Tavira desde el Gilão
El bucólico paisaje de salinas y marismas de la Reserva Natural do Sapal de Castro Marim e Vila Real de Santo António ocupa ahora lo que hace cuatro siglos era una tierra de nadie. Cigüeñas, zampullines y flamencos habitan este bello y apacible espacio, en contraste con los extraños perfiles del puente internacional del Guadiana, que unen este lado con la onubense Ayamonte.
Hay que conducir hasta la señorial villa de Tavira para descubrir otro río emblemático de la región, el Gilão. A diferencia de lo que ocurría con el desmelenado curso del Guadiana, el Gilão baja hasta el mar encorsetado entre las paredes de un canal, algo muy propio de esta ciudad que no ha perdido la compostura desde que se convirtiera en una de las más importantes sedes del Algarve islámico ya en el siglo viii. Los cristianos que vinieron después colmaron la ciudad de iglesias, conventos y ermitas, pero de la época de la taifa han subsistido evidencias que salen al paso cuando se recorren los callejones del casco antiguo.
De raíces musulmanas
Tavira se levanta sobre un urbanismo apretado, de calles estrechas con puertas de madera y rejas que dejan pasar el aire y recuerdan su pasado de medina musulmana. Aquí y allá se detectan las huellas de antiguas mezquitas, alcázares y un puente que, aunque se diga que es romano, en realidad fue construido cuando en la región se hablaba árabe. La evidencia más llamativa de su herencia morisca es el nombre, del vocablo árabe tabira (la oculta), que dejó atrás la denominación romana de Balsa y la aún más antigua Baal Saphon fenicia. De hecho, el propio Algarve debe su topónimo a este idioma, pues al garb significa «el occidente».

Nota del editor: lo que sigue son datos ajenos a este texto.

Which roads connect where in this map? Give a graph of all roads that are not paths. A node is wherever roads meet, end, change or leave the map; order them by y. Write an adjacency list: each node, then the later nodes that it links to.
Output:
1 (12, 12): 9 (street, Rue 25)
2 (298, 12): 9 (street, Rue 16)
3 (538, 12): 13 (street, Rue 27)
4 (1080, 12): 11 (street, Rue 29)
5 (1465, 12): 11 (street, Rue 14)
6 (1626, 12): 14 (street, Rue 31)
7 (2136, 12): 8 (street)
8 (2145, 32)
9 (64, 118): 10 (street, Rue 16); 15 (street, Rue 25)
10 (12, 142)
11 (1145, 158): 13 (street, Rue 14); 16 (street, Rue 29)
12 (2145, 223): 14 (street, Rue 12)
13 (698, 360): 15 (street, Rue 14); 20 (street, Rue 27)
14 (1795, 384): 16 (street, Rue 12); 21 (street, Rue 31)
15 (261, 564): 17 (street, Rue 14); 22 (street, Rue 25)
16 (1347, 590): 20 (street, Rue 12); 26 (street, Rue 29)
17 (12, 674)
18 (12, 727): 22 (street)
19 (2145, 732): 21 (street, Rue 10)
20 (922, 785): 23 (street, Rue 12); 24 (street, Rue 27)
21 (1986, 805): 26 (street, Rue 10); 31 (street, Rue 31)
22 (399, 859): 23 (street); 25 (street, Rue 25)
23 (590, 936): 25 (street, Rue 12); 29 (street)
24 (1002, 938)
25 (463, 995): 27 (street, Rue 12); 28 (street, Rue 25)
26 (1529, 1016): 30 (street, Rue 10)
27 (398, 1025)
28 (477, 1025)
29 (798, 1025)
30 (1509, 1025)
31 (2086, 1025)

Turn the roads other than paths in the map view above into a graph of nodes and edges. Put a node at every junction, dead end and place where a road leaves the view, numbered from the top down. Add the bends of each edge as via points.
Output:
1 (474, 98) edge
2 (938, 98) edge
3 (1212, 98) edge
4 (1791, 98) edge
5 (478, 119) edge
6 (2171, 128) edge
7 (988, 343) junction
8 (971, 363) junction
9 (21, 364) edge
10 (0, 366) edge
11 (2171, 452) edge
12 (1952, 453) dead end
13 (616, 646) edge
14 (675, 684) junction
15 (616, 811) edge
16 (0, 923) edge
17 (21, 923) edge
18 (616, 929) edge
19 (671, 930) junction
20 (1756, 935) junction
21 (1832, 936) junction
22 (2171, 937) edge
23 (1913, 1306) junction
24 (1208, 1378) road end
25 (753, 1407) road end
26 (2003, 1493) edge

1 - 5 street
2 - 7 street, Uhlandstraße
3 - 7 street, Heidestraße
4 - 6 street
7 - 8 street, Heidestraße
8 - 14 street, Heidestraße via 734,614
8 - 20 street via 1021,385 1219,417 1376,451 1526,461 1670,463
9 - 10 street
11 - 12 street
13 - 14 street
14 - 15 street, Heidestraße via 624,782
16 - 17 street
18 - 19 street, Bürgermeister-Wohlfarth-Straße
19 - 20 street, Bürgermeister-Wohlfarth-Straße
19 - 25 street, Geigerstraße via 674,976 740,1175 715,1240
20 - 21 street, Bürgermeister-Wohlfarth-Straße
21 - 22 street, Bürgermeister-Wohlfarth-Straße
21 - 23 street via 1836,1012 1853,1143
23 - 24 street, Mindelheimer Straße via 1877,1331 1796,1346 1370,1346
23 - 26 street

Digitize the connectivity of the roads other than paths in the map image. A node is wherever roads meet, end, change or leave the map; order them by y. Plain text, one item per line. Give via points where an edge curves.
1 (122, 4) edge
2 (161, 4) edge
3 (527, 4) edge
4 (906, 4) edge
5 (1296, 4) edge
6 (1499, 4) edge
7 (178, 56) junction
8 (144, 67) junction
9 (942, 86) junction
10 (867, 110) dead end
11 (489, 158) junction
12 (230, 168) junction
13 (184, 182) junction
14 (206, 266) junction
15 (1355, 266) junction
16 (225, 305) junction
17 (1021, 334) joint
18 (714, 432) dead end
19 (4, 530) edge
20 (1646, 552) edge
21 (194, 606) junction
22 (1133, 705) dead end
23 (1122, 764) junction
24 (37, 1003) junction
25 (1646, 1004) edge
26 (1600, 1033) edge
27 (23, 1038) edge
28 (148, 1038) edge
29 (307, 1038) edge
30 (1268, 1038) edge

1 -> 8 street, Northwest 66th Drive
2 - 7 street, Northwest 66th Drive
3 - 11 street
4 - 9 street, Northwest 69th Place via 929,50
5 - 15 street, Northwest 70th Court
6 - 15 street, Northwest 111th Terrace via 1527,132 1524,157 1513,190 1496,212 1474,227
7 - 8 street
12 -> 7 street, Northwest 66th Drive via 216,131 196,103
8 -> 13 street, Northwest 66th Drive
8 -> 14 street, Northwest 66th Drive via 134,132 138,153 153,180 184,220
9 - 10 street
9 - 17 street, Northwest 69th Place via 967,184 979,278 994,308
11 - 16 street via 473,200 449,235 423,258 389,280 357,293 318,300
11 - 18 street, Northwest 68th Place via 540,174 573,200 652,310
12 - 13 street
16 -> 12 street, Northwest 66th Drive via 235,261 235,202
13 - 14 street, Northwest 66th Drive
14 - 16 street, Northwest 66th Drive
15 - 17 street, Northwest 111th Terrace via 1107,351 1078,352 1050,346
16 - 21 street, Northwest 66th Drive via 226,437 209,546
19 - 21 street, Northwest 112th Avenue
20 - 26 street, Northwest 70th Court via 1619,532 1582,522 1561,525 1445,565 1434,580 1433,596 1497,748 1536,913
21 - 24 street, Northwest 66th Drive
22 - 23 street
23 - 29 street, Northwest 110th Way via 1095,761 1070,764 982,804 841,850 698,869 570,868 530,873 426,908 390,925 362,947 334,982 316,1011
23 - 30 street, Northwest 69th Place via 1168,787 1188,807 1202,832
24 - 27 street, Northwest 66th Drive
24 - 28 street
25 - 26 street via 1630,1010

Tavira ha sido próspera en todas las épocas de su historia gracias a la importancia militar y mercantil de su puerto, cuya actividad pesquera provee a los restaurantes de la localidad. Sobre las mesas desfilan arroces con navajas, atunes estofados y el rey de las cartas, el pulpo, que aquí se cocina de mil maneras, todas suculentas.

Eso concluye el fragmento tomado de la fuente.